About Cameron Rogers

Named one of the five entrepreneurs changing New York’s wellness scene by Forbes, Cameron Rogers, the courageous voice behind @freckledfoodie, is a content creator and authority in the wellness space on a mission to make healthy living realistic and approachable. Anytime Cameron decides to share content, you can expect to see the real, the raw, and the reality. Cameron makes a conscious effort to show you the truth of her life’s journey, without a filtered lens. In a world that often feels overly curated and inauthentic, Cameron is a voice challenging the status quo in all areas of wellness and social. 

After working on Wall Street for five years, Cameron had a life altering moment and decided it was time to wave goodbye to the corporate world and pursue Freckled Foodie full-time. Since then, she’s worked with notable companies including Brooklinen, Vital Proteins, Bulletproof, Beam, Lululemon, and GoDaddy on creating content, along with dozens of individuals to achieve a more healthy and balanced lifestyle. 

She’s also developed her personality as a popular podcast host on Freckled Foodie & Friends where she dives into topics that many may find intimidating, in an effort to break down barriers. She’s featured an array of notable guests such as Whitney Port, Danny Meyer, Hannah Bronfman, Lo Bosworth, and Kelly Leveque.  

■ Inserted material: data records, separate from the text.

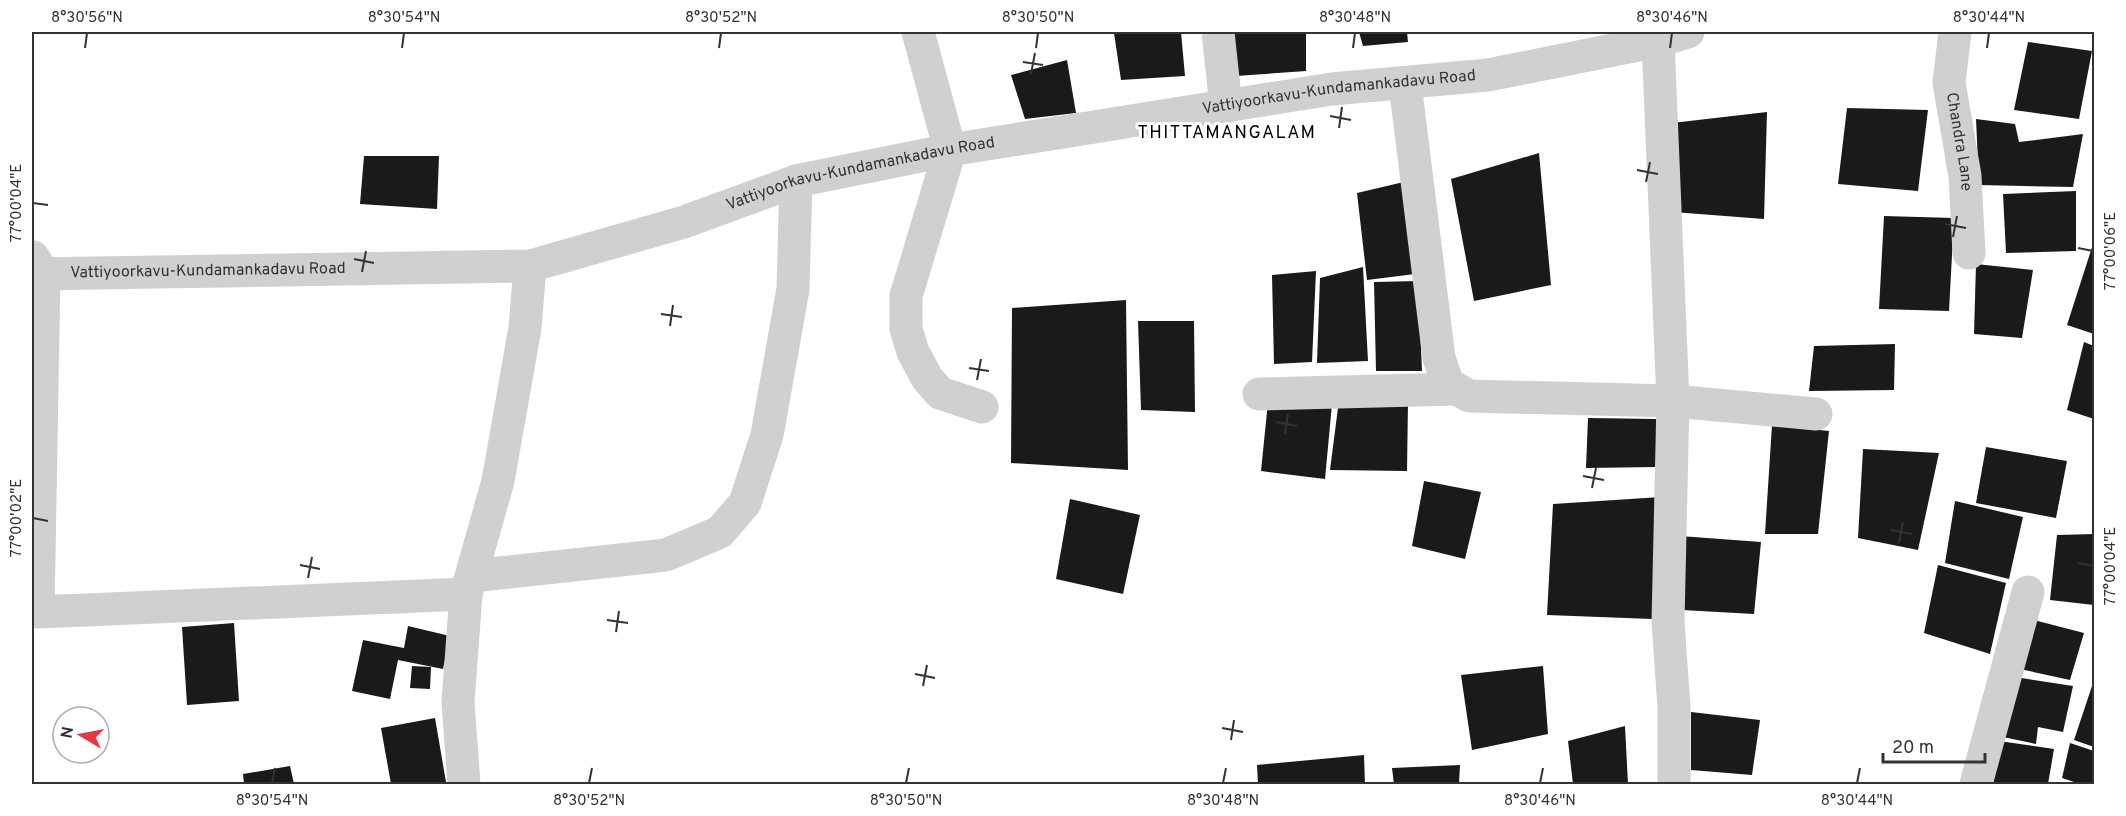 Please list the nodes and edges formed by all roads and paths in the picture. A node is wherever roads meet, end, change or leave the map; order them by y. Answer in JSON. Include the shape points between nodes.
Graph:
{"nodes":[{"id":1,"x":918,"y":32,"type":"edge"},
{"id":2,"x":1218,"y":32,"type":"edge"},
{"id":3,"x":1955,"y":32,"type":"edge"},
{"id":4,"x":1673,"y":36,"type":"edge"},
{"id":5,"x":1405,"y":84,"type":"junction"},
{"id":6,"x":1226,"y":107,"type":"junction"},
{"id":7,"x":950,"y":150,"type":"junction"},
{"id":8,"x":796,"y":181,"type":"junction"},
{"id":9,"x":1969,"y":254,"type":"dead end"},
{"id":10,"x":530,"y":266,"type":"junction"},
{"id":11,"x":36,"y":268,"type":"edge"},
{"id":12,"x":1457,"y":389,"type":"junction"},
{"id":13,"x":1259,"y":394,"type":"dead end"},
{"id":14,"x":1673,"y":401,"type":"junction"},
{"id":15,"x":981,"y":406,"type":"dead end"},
{"id":16,"x":1816,"y":414,"type":"dead end"},
{"id":17,"x":469,"y":585,"type":"junction"},
{"id":18,"x":2028,"y":592,"type":"dead end"},
{"id":19,"x":464,"y":784,"type":"edge"},
{"id":20,"x":1674,"y":784,"type":"edge"},
{"id":21,"x":1976,"y":784,"type":"edge"}],
"edges":[{"from":1,"to":7,"type":"street"},
{"from":2,"to":6,"type":"street"},
{"from":3,"to":9,"type":"street","name":"Chandra Lane","via":[[1949,83],[1965,176]]},
{"from":4,"to":5,"type":"street","name":"Vattiyoorkavu-Kundamankadavu Road","via":[[1488,75]]},
{"from":4,"to":14,"type":"street"},
{"from":5,"to":6,"type":"street","name":"Vattiyoorkavu-Kundamankadavu Road","via":[[1332,89]]},
{"from":5,"to":12,"type":"street","via":[[1439,358],[1448,384]]},
{"from":6,"to":7,"type":"street","name":"Vattiyoorkavu-Kundamankadavu Road"},
{"from":7,"to":8,"type":"street","name":"Vattiyoorkavu-Kundamankadavu Road"},
{"from":7,"to":15,"type":"street","via":[[906,296],[906,328],[913,352],[940,393]]},
{"from":8,"to":10,"type":"street","name":"Vattiyoorkavu-Kundamankadavu Road","via":[[684,222]]},
{"from":8,"to":17,"type":"street","via":[[793,289],[766,435],[745,503],[720,532],[666,555]]},
{"from":10,"to":11,"type":"street","name":"Vattiyoorkavu-Kundamankadavu Road"},
{"from":10,"to":17,"type":"street","via":[[525,328],[505,448]]},
{"from":11,"to":17,"type":"street","via":[[38,612]]},
{"from":12,"to":13,"type":"street"},
{"from":12,"to":14,"type":"street","via":[[1469,396]]},
{"from":14,"to":16,"type":"street"},
{"from":14,"to":20,"type":"street","via":[[1668,622]]},
{"from":17,"to":19,"type":"street","via":[[458,702]]},
{"from":18,"to":21,"type":"street"}]} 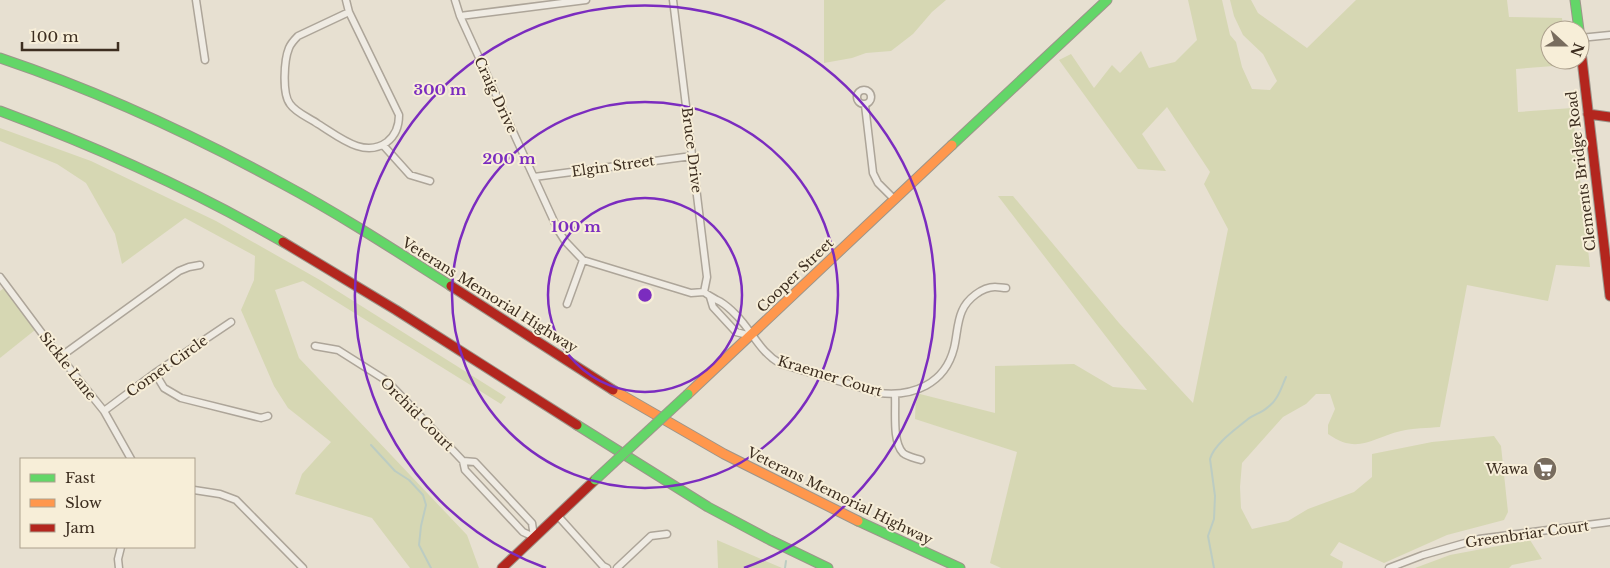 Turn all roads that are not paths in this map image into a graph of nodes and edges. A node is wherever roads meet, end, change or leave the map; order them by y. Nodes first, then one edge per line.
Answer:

An outspoken voice for social justice, Cameron also has hard conversations about what is happening in the world and challenges her community to continuously learn and do better. In addition, Cameron is a strong advocate for mental health. Through meaningful and candid conversations, she wants to reassure everyone that, no matter the emotion they are feeling, they are not alone. As someone openly living with general anxiety disorder, Cameron is passionate in sharing the struggles she faces in her personal life, both mentally and physically, and has continued that transparency throughout her pregnancy journey. She shares an honest and open outlook on the rollercoaster ride of her pregnancy, including her challenges with being pregnant during the pandemic and its loneliness, her rough first trimester symptoms, early feelings of disconnection with her baby and her pregnancy, and the guilt of many feelings she has not seen other pregnant women speaking openly about on social media.